Posted by Richard on August 28, 2007

I dropped by Babalu Blog to see if they had any fresh news about the rumors of Castro's death — no news, but some interesting and intelligent speculation. While there, I spotted this post from Saturday about one of the kids in the new CBS "reality" show, Kid Nation. He's 11-year-old Guylan from Massachusetts, and here's his answer to the question, "What world leader do you admire?":

Fidel Castro is a world leader that I admire for many reasons. Firstly, he led a revolution against a corrupt government ruled by an evil dictator named Fulgencio Batista. Then he went on to lead the country of Cuba by ousting their existing political system in order to instill a socialist government throughout the country. That meant out with the rich and corrupt and in with a more fair and balanced environment for his people. …

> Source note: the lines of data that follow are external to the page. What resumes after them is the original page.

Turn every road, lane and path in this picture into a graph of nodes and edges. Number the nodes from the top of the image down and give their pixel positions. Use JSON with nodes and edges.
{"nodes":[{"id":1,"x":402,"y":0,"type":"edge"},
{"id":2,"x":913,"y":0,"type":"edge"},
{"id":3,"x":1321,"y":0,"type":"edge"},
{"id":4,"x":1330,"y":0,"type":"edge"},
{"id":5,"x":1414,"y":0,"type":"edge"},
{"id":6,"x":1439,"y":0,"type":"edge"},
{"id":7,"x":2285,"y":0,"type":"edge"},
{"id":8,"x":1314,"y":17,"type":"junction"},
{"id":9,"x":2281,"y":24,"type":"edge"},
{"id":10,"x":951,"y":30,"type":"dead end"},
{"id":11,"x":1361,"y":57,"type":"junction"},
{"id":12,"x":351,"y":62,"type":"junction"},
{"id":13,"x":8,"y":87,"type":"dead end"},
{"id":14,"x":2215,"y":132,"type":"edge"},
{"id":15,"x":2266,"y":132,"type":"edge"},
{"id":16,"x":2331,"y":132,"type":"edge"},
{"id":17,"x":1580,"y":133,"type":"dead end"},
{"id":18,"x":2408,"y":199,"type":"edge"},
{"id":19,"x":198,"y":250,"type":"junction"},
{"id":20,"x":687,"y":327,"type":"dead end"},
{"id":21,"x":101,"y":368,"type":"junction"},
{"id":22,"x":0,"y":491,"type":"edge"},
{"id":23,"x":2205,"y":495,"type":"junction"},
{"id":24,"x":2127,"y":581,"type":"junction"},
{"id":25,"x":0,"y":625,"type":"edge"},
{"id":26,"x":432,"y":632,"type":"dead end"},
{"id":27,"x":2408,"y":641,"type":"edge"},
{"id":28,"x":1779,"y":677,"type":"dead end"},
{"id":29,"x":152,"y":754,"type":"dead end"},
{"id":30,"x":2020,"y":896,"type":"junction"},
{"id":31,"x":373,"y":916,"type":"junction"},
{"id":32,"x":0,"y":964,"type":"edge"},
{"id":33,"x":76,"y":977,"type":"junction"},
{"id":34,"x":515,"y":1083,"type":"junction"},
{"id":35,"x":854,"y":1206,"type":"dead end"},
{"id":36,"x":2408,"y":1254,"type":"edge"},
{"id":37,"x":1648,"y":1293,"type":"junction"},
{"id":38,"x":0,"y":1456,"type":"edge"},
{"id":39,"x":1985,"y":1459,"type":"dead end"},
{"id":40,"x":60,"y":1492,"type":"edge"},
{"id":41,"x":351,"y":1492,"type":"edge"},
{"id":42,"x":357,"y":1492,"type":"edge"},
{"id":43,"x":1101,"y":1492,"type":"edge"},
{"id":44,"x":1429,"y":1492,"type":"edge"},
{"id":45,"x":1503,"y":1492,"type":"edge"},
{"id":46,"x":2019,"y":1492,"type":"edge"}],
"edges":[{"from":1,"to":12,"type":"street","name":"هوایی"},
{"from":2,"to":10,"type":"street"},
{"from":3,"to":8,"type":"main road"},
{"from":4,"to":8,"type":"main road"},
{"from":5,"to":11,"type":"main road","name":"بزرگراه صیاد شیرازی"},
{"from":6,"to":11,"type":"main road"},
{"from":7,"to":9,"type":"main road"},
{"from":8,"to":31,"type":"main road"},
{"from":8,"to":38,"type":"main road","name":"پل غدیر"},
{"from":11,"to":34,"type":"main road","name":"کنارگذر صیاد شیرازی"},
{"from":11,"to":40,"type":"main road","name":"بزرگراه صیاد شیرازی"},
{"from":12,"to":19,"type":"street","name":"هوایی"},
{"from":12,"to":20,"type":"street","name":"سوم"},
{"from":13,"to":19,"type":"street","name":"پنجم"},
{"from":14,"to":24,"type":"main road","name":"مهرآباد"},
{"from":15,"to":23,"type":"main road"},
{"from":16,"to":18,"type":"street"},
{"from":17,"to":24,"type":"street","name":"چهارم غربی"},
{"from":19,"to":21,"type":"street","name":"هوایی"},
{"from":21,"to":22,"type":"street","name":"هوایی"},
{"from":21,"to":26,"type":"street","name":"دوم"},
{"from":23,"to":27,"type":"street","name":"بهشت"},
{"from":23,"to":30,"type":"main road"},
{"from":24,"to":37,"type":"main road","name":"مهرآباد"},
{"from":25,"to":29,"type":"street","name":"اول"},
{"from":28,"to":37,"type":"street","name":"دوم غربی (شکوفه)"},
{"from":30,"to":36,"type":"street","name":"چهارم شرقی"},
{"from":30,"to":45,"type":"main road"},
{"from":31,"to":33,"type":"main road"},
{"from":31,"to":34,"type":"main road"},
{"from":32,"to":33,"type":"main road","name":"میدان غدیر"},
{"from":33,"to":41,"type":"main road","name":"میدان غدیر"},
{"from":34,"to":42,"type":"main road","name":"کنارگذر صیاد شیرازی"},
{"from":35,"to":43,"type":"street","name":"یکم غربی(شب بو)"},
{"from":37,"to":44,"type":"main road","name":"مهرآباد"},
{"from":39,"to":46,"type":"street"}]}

There's much more in his CBS Kid Nation bio. I don't suppose this will surprise you: Guylan thinks that George W. Bush is one of the worst presidents ever, that we invaded Iraq for the oil, and that we should be "severing our ties to fossil fuels" in order to save the planet.

I wonder how many 11-year-olds use phrases like "severing our ties," "putting it aside," "foster the skill," and "specify the artistic value" when they write. You think maybe his commie mommy helped him with his responses?

You couldn't pay me to watch Kid Nation. After all, I've never watched Survivor or any of the umpteen other reality shows, and I'm not about to start with this piece of crap example of the genre. But I'm at least idly curious about how many of the 40 kids think that Bush is the worst president and that people are destroying the planet. I suspect a comfortable majority think the former and probably 90% the latter. I think "progressive" parents are much more likely to send their kids off to play Lord of the Flies in front of cameras in the desert, and the kids' political thinking (such as it is) would reflect that.

I'm not curious enough to check out all those bios, though.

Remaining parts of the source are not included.